Article – Underground home was built as Cold War-era hideaway

I’ve seen pictures of this place before,  but this is the first article I’ve seen with this much detail. But I admire the kitschy over-the-top attempts to make an underground concrete room look like a green backyard. Then again, isn’t Vegas home of fake Eiffel Towers, Stutes of Liberty, and enormous fake boobs?

The underground house at 3970 Spencer St. was built for comfort, too, with two hot tubs, a sauna and an in-ground pool in a room larger than some houses in the valley.

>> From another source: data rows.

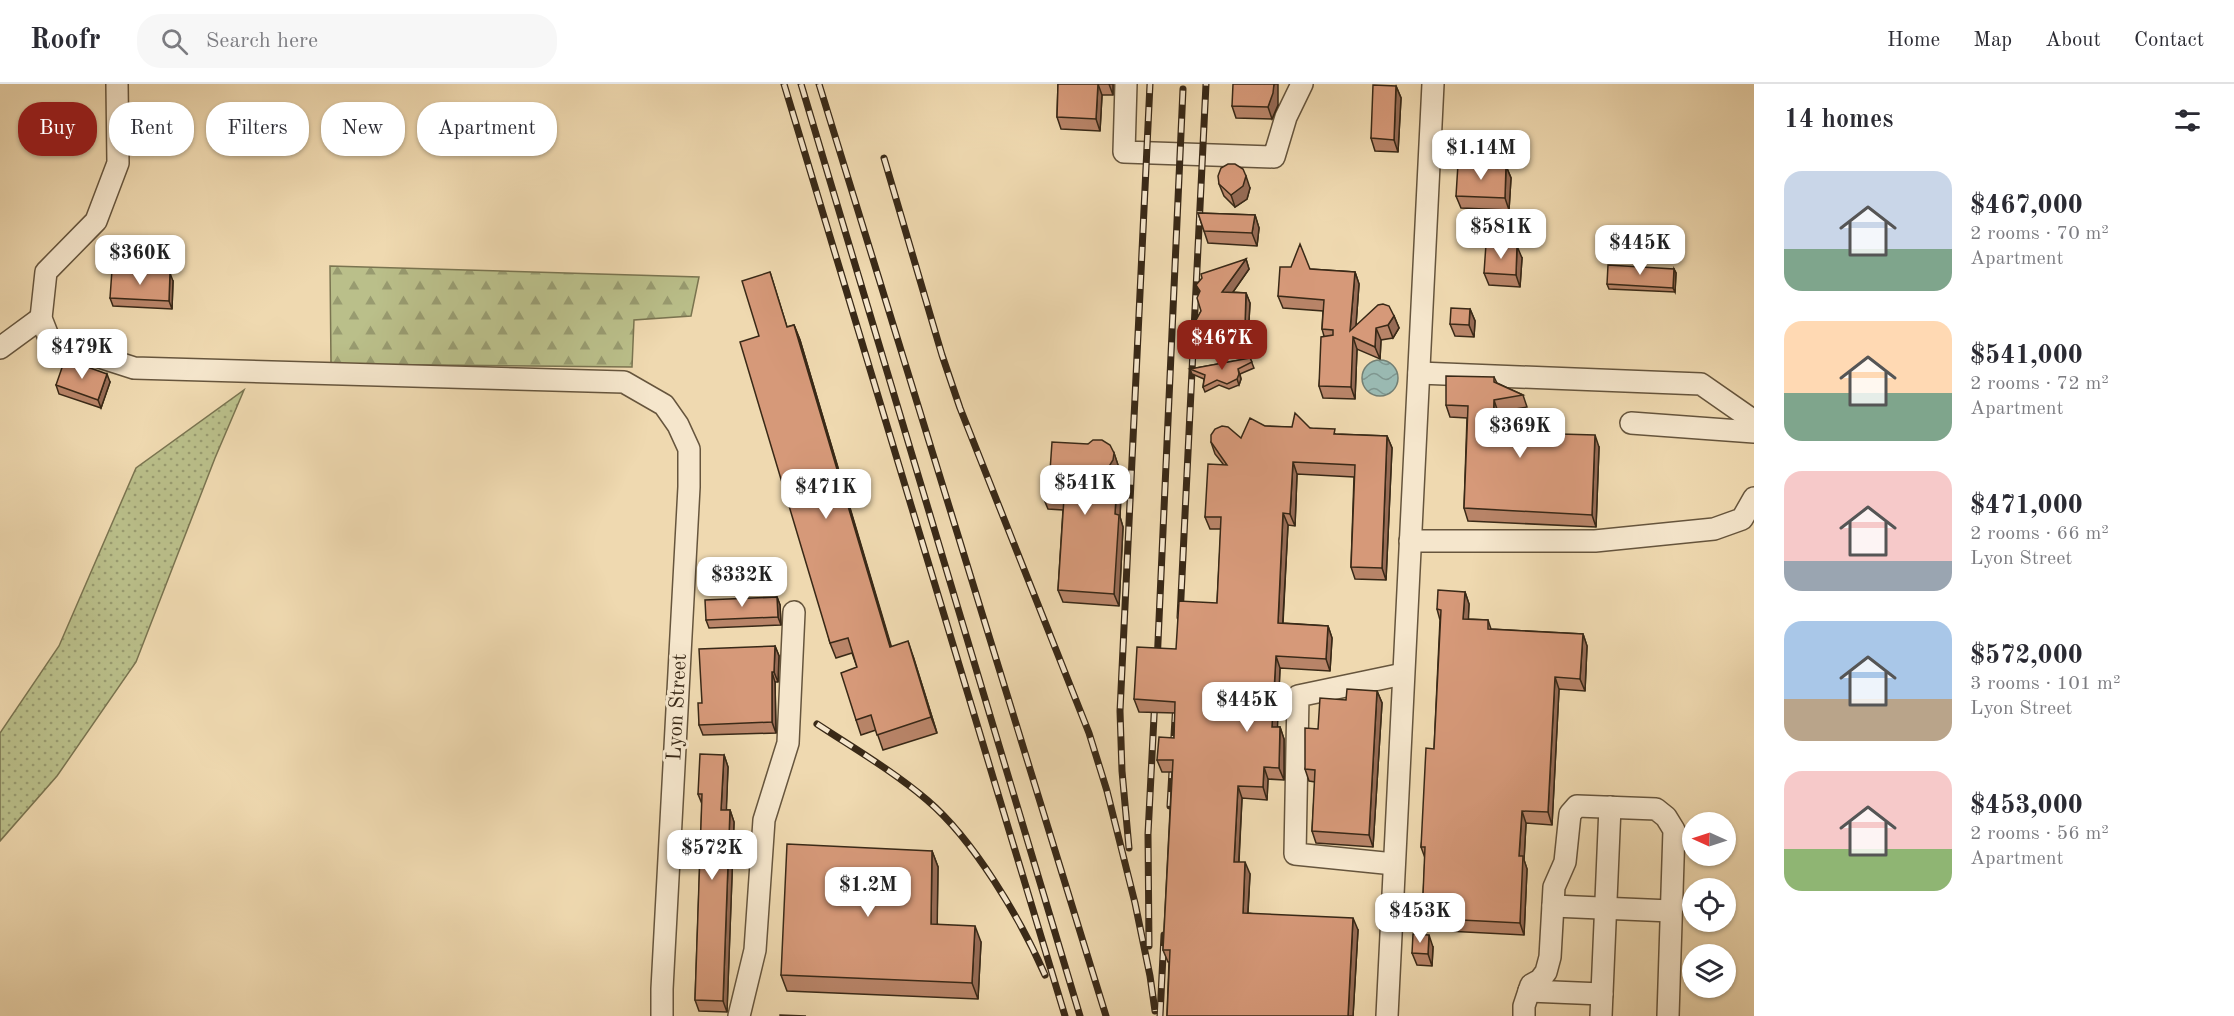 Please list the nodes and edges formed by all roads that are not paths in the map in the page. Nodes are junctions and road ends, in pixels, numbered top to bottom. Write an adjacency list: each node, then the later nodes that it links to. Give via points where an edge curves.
1 (117, 84): 5 (street, via 118,163 96,221 46,272)
2 (1126, 84): 3 (street, via 1124,152 1274,158 1286,117)
3 (1302, 84)
4 (1433, 84): 7 (street)
5 (41, 318): 6 (street); 22 (street, Lyon Street, via 50,341 134,368 624,382 664,405 678,425 689,449 689,459)
6 (0, 348)
7 (1419, 373): 8 (street, via 1701,384); 12 (street)
8 (1754, 421)
9 (1631, 423): 10 (street)
10 (1754, 432)
11 (1754, 498): 12 (street, via 1742,519 1714,529 1595,541)
12 (1410, 541): 14 (street)
13 (794, 612): 23 (street, via 788,742 764,820 755,950)
14 (1404, 674): 16 (street); 16 (street, via 1298,696 1295,854)
15 (1610, 807): 17 (street, via 1577,806 1570,814 1565,862 1554,886); 18 (street); 19 (street, via 1656,809 1674,830)
16 (1394, 864): 24 (street)
17 (1553, 906): 18 (street); 20 (street, via 1546,972 1531,985)
18 (1607, 908): 19 (street); 21 (street)
19 (1671, 911): 27 (street)
20 (1529, 992): 21 (street); 25 (street)
21 (1602, 994): 26 (street)
22 (662, 1016)
23 (739, 1016)
24 (1387, 1016)
25 (1524, 1016)
26 (1602, 1016)
27 (1668, 1016) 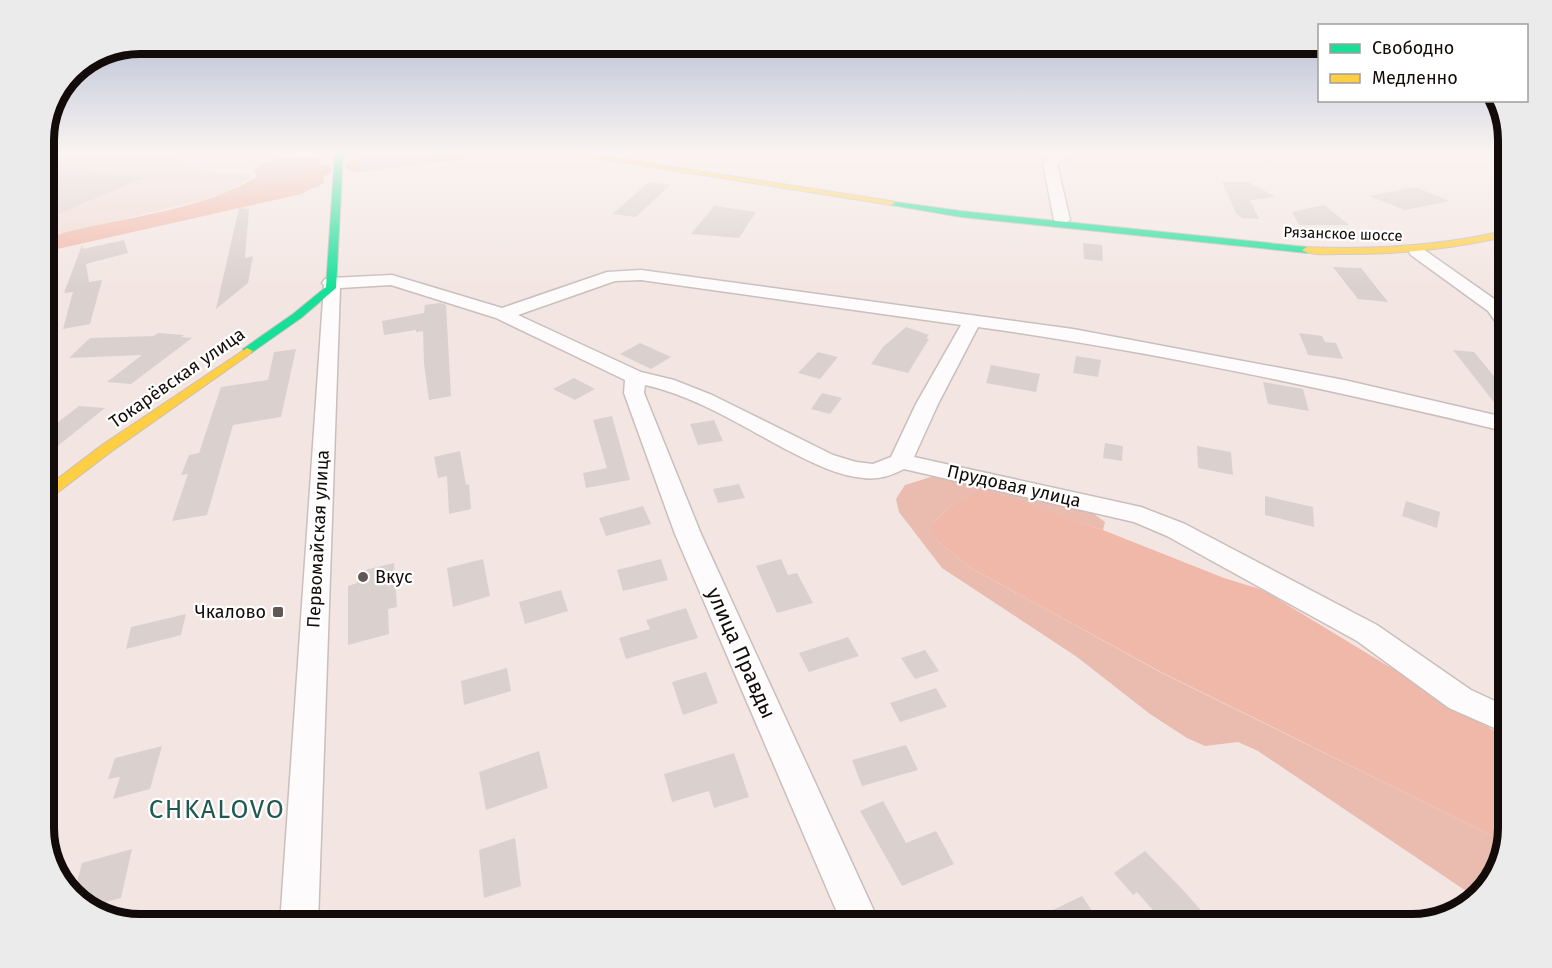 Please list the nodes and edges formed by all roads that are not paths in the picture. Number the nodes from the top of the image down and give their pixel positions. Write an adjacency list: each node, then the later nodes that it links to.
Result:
1 (335, 198): 9 (main road, Первомайская улица)
2 (859, 198): 8 (main road, Рязанское шоссе)
3 (900, 198): 5 (main road, Рязанское шоссе)
4 (1057, 198): 5 (street)
5 (1062, 220): 6 (main road, Рязанское шоссе)
6 (1498, 225)
7 (1498, 236): 8 (main road, Рязанское шоссе)
8 (1417, 252): 10 (street)
9 (331, 285): 11 (street); 16 (main road, Токарёвская улица); 18 (street, Первомайская улица)
10 (1498, 312)
11 (502, 314): 12 (street); 13 (street)
12 (972, 321): 14 (street); 15 (street)
13 (635, 377): 15 (street); 19 (street, улица Правды)
14 (1498, 423)
15 (901, 460): 17 (street, Прудовая улица)
16 (54, 488)
17 (1498, 717)
18 (299, 914)
19 (857, 914) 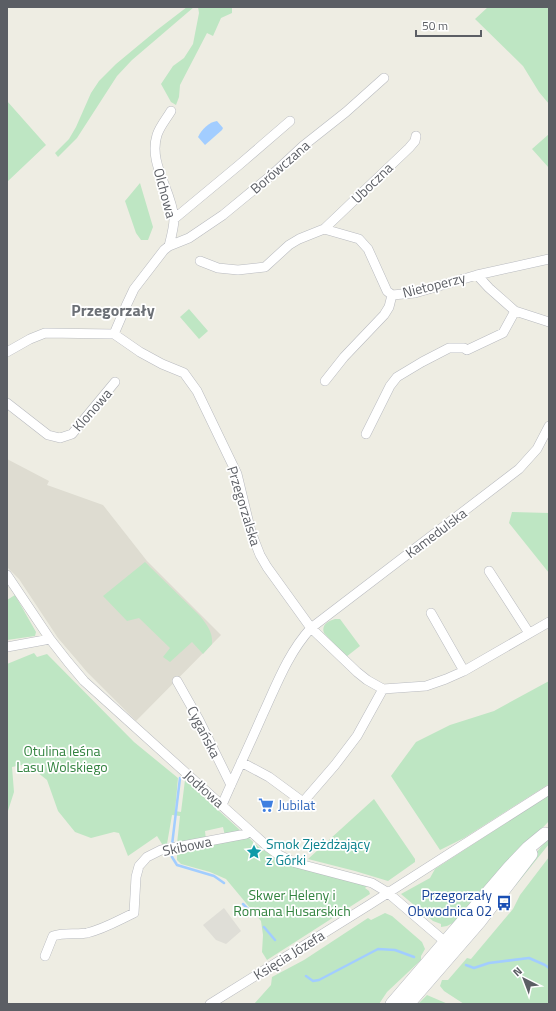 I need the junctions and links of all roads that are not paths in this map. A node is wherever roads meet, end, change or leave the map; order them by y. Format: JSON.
{"nodes":[{"id":1,"x":384,"y":78,"type":"dead end"},
{"id":2,"x":171,"y":110,"type":"dead end"},
{"id":3,"x":290,"y":121,"type":"dead end"},
{"id":4,"x":416,"y":136,"type":"dead end"},
{"id":5,"x":174,"y":219,"type":"junction"},
{"id":6,"x":324,"y":229,"type":"junction"},
{"id":7,"x":169,"y":246,"type":"junction"},
{"id":8,"x":549,"y":259,"type":"edge"},
{"id":9,"x":200,"y":261,"type":"dead end"},
{"id":10,"x":477,"y":275,"type":"junction"},
{"id":11,"x":392,"y":295,"type":"junction"},
{"id":12,"x":515,"y":312,"type":"junction"},
{"id":13,"x":549,"y":322,"type":"edge"},
{"id":14,"x":114,"y":334,"type":"junction"},
{"id":15,"x":7,"y":352,"type":"edge"},
{"id":16,"x":325,"y":381,"type":"dead end"},
{"id":17,"x":115,"y":382,"type":"dead end"},
{"id":18,"x":7,"y":403,"type":"edge"},
{"id":19,"x":549,"y":426,"type":"edge"},
{"id":20,"x":366,"y":434,"type":"dead end"},
{"id":21,"x":489,"y":571,"type":"dead end"},
{"id":22,"x":7,"y":575,"type":"edge"},
{"id":23,"x":430,"y":613,"type":"dead end"},
{"id":24,"x":549,"y":622,"type":"edge"},
{"id":25,"x":311,"y":628,"type":"junction"},
{"id":26,"x":529,"y":633,"type":"junction"},
{"id":27,"x":50,"y":639,"type":"junction"},
{"id":28,"x":7,"y":647,"type":"edge"},
{"id":29,"x":464,"y":671,"type":"junction"},
{"id":30,"x":176,"y":681,"type":"dead end"},
{"id":31,"x":383,"y":689,"type":"junction"},
{"id":32,"x":241,"y":762,"type":"junction"},
{"id":33,"x":231,"y":785,"type":"junction"},
{"id":34,"x":549,"y":790,"type":"edge"},
{"id":35,"x":222,"y":805,"type":"junction"},
{"id":36,"x":250,"y":831,"type":"junction"},
{"id":37,"x":547,"y":831,"type":"edge"},
{"id":38,"x":388,"y":892,"type":"junction"},
{"id":39,"x":450,"y":946,"type":"junction"},
{"id":40,"x":45,"y":956,"type":"dead end"},
{"id":41,"x":210,"y":1004,"type":"edge"},
{"id":42,"x":392,"y":1004,"type":"edge"},
{"id":43,"x":408,"y":1004,"type":"edge"}],
"edges":[{"from":1,"to":7,"type":"street","name":"Borówczana"},
{"from":2,"to":5,"type":"street","name":"Olchowa"},
{"from":3,"to":5,"type":"street"},
{"from":4,"to":6,"type":"street","name":"Uboczna"},
{"from":5,"to":7,"type":"street","name":"Olchowa"},
{"from":6,"to":9,"type":"street"},
{"from":6,"to":11,"type":"street","name":"Nietoperzy"},
{"from":7,"to":14,"type":"street"},
{"from":8,"to":10,"type":"street"},
{"from":10,"to":11,"type":"street","name":"Nietoperzy"},
{"from":10,"to":12,"type":"street"},
{"from":11,"to":16,"type":"street"},
{"from":12,"to":13,"type":"street"},
{"from":12,"to":20,"type":"street"},
{"from":14,"to":15,"type":"street"},
{"from":14,"to":25,"type":"street","name":"Przegorzalska"},
{"from":17,"to":18,"type":"street","name":"Klonowa"},
{"from":19,"to":25,"type":"street","name":"Kamedulska"},
{"from":21,"to":26,"type":"street"},
{"from":22,"to":27,"type":"street","name":"Jodłowa"},
{"from":23,"to":29,"type":"street"},
{"from":24,"to":26,"type":"street"},
{"from":25,"to":31,"type":"street","name":"Przegorzalska"},
{"from":25,"to":32,"type":"street"},
{"from":26,"to":29,"type":"street"},
{"from":27,"to":28,"type":"street"},
{"from":27,"to":35,"type":"street","name":"Jodłowa"},
{"from":29,"to":31,"type":"street"},
{"from":30,"to":33,"type":"street","name":"Cygańska"},
{"from":31,"to":32,"type":"street"},
{"from":32,"to":33,"type":"street"},
{"from":33,"to":35,"type":"street"},
{"from":34,"to":38,"type":"street","name":"Księcia Józefa"},
{"from":35,"to":36,"type":"street","name":"Jodłowa"},
{"from":36,"to":38,"type":"street","name":"Jodłowa"},
{"from":36,"to":40,"type":"street","name":"Skibowa"},
{"from":37,"to":39,"type":"main road"},
{"from":38,"to":39,"type":"street"},
{"from":38,"to":41,"type":"street","name":"Księcia Józefa"},
{"from":39,"to":42,"type":"main road"},
{"from":39,"to":43,"type":"main road"}]} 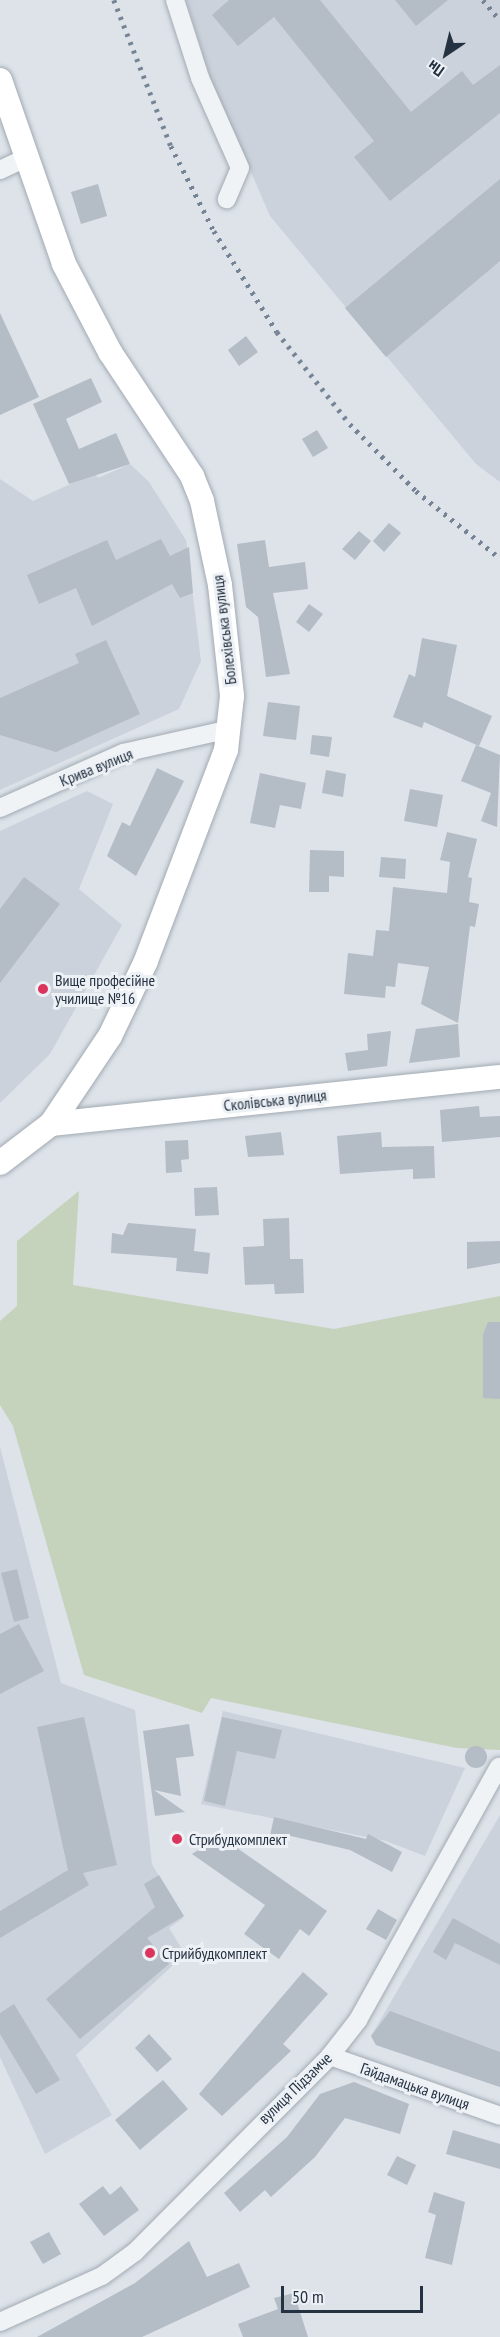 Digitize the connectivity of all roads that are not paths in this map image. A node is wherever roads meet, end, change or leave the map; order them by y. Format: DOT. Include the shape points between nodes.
graph roads {
  1 [pos="175,0"];
  2 [pos="0,80"];
  3 [pos="26,158"];
  4 [pos="0,170"];
  5 [pos="226,199"];
  6 [pos="230,729"];
  7 [pos="0,808"];
  8 [pos="500,1077"];
  9 [pos="51,1124"];
  10 [pos="0,1163"];
  11 [pos="498,1767"];
  12 [pos="330,2056"];
  13 [pos="500,2116"];
  14 [pos="0,2322"];
  1 -- 5 [label="street" via="200,78 240,168"];
  2 -- 3 [label="main road, Болехівська вулиця"];
  3 -- 4 [label="street"];
  3 -- 6 [label="main road, Болехівська вулиця" via="74,283 202,501 230,659"];
  6 -- 7 [label="street, Крива вулиця" via="123,753"];
  6 -- 9 [label="main road, Болехівська вулиця" via="146,961 110,1036"];
  8 -- 9 [label="main road, Сколівська вулиця"];
  9 -- 10 [label="main road, Болехівська вулиця"];
  11 -- 12 [label="street, вулиця Підзамче" via="358,2020"];
  12 -- 13 [label="street, Гайдамацька вулиця"];
  12 -- 14 [label="street, вулиця Підзамче" via="135,2252 102,2276"];
}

It was also constructed to withstand a nuclear blast. It had to be. Girard “Jerry” B. Henderson, who had the home built in 1978, planned to wait out the end of the world inside the structure. Now it’s on the market for $1.7 million, which includes the two-bedroom underground house, the one-bedroom underground guest house, the two-bedroom, two-story caretaker’s house, a four-car garage and more than 1 acre of surface property.

“I’ve been told when he built it, he had a million dollars of marble imported from Italy,” said Winston King of Kingly Properties, which is handling the sale of the house. “It’s here on the fireplace and around the pool now.”

When it was built, the only signs of the house on the surface were an unusual number of ground-mounted air-conditioning units camouflaged by clusters of large rocks. A few larger rocks concealed stairways and an elevator. A caretaker’s house was added later, and the main entrance to the underground house now runs through it.

When visitors reach the ground level, they’re in the front yard of the house looking at the entrance to the 40-foot-by-46-foot room. To the left are the dance floor and the stage. The décor still greatly reflects the original owners’ tastes, from the indoor fountains and waterfalls to the abundance of pink in the kitchen and bathroom.

“They had it all down here,” said King, opening up an artificial rock to reveal an underground outdoor grill. “This vents through the tree behind it.”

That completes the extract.